I know some people making the #TwitterMigration may be missing the quote tweet option, but @Gargron explained the reasoning behind not having it quite well. I was just thinking about this because I saw someone on the other site tweet a very bad take and he got QTed, which led to some piling on. If he hadn’t been QTed, many wouldn’t have seen it. Here I find it a bit easier to just pass that stuff by or not see it at all. Definitely a less reflexive anger-inducing experience

@SarahOestreich @Gargron

While I agree that QTing can be harmful and don't disagree with Mastodon's policy, I'd like to offer the idea that much of tweeting/tooting/actvism/opining is performative by nature.

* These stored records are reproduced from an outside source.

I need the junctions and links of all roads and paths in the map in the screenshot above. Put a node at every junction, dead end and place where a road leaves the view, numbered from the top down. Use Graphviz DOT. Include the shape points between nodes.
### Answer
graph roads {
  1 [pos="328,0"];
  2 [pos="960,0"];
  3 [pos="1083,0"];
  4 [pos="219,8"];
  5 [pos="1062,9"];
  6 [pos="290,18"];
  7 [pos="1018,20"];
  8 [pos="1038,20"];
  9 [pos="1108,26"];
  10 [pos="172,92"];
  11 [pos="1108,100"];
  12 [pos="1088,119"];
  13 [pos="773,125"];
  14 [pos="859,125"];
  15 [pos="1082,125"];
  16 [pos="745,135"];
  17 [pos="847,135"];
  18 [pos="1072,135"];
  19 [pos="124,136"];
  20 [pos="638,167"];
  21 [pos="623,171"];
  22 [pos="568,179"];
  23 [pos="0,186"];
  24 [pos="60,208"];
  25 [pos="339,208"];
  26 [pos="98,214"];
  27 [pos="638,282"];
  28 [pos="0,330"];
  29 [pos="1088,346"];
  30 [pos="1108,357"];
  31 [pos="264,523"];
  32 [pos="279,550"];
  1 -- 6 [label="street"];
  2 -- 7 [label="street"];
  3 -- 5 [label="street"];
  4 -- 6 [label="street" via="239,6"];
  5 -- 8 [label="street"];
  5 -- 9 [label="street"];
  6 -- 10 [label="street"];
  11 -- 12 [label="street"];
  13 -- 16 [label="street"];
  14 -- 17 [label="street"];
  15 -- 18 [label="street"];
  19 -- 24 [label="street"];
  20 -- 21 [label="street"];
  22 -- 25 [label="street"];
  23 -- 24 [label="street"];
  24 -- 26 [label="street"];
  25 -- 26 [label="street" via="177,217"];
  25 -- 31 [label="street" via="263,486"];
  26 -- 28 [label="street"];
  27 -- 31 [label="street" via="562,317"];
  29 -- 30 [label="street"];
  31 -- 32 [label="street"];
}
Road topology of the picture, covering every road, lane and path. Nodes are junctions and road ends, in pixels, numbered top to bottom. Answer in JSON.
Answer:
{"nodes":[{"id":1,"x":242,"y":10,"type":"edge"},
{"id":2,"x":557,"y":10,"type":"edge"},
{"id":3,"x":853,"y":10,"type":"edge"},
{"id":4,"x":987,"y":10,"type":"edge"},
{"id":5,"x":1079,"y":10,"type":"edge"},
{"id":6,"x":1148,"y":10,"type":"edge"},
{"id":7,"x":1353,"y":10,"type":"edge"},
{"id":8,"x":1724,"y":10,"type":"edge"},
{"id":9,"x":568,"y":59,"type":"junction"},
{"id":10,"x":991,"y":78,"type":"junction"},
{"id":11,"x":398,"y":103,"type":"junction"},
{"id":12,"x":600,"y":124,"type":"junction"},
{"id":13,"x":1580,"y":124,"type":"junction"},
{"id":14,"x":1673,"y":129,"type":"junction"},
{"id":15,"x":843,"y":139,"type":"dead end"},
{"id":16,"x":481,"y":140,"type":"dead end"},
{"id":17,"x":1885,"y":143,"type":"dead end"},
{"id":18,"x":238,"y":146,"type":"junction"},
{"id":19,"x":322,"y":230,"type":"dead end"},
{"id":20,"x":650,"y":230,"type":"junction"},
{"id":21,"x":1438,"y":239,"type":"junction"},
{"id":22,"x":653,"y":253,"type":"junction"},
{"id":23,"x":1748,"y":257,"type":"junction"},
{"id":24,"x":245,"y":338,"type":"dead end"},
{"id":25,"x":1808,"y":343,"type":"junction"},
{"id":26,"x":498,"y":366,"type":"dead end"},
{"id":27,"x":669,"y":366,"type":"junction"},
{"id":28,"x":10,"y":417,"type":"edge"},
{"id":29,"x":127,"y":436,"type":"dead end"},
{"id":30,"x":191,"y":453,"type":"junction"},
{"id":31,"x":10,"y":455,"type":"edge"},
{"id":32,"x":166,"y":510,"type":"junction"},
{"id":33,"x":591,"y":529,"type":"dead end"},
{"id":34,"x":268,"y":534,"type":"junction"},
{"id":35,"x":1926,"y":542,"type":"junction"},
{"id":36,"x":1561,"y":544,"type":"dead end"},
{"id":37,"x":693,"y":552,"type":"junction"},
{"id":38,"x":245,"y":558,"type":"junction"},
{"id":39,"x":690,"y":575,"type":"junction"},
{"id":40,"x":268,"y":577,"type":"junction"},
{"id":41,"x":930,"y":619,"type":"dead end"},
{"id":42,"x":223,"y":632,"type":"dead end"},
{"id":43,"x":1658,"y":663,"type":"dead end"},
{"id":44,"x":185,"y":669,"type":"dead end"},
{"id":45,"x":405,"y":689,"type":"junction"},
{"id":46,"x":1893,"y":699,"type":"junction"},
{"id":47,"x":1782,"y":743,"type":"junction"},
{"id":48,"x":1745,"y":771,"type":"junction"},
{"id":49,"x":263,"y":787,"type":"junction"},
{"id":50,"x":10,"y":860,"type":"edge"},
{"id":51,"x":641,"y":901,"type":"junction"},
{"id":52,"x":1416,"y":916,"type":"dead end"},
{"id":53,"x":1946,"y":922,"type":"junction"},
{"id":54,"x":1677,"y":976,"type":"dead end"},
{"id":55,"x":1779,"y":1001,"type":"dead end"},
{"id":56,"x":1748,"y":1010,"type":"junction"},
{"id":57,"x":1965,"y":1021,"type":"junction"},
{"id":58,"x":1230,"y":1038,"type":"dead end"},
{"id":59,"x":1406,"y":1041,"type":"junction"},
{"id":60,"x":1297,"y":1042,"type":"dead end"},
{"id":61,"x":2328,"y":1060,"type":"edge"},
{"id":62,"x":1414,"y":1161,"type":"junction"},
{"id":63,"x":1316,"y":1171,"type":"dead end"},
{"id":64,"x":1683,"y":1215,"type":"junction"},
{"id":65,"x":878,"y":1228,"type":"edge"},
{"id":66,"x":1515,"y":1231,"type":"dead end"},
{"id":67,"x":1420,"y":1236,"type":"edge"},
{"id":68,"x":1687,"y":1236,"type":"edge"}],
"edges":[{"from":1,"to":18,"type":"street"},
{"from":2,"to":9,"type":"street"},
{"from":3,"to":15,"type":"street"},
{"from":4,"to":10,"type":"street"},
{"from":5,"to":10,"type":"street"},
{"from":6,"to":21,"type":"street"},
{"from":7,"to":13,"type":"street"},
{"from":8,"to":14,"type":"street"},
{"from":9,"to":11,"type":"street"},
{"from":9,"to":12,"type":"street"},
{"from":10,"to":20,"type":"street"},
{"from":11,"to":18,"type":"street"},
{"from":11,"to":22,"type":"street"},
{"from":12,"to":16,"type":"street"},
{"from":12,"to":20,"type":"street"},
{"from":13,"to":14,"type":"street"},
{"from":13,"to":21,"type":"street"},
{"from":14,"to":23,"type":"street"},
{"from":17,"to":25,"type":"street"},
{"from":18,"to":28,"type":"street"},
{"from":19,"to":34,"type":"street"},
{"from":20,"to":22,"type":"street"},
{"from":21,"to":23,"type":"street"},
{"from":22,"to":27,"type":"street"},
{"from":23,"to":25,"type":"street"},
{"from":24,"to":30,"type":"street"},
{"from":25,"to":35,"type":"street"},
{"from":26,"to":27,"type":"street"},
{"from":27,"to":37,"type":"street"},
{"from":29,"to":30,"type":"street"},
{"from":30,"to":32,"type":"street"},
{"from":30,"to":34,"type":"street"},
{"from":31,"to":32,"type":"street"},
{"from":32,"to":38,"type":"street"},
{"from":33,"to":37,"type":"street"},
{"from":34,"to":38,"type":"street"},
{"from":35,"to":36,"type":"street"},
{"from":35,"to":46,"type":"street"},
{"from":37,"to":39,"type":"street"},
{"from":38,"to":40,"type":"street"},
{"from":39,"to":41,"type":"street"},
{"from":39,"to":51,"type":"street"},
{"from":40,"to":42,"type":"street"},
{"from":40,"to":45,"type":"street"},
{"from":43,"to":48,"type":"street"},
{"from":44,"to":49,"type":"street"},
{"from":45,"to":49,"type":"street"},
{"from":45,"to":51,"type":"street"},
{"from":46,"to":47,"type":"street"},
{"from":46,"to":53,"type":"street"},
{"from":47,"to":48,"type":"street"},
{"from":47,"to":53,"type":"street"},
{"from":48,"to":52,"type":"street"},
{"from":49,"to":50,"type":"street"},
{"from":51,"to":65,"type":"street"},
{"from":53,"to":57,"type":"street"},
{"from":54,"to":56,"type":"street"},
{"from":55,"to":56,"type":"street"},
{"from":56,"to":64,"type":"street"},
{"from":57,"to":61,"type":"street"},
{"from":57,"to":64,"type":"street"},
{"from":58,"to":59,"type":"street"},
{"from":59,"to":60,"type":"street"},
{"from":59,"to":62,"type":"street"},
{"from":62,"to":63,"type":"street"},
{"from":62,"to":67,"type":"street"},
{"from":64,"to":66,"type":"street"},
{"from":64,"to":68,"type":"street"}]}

@MattInCincy513 @Gargron totally fair and in a lot of ways I think you’re right. I do like the idea of experimenting with different ways to encourage more dialogue, less performance. But—and I don’t mean to sound too existential—aren’t we almost always performing in some way even when not online? I guess there are degrees and no QT is trying to mitigate the more harmful kind, if any of that makes sense. I don’t know, it’s late ha

@SarahOestreich @Gargron

That is valid!
We are human and there is always some form of adjusting our message for the given context.

I was merely commenting on @gargron's logic, and regardless, the absence of QT will likely help. I do worry about this app potentially going too conservative about content moderation.

Mastodon now has a window to scale, if they want to. 1m have joined since October 27th, myself included. A key is to provide something uncomplicated and fair for everyone.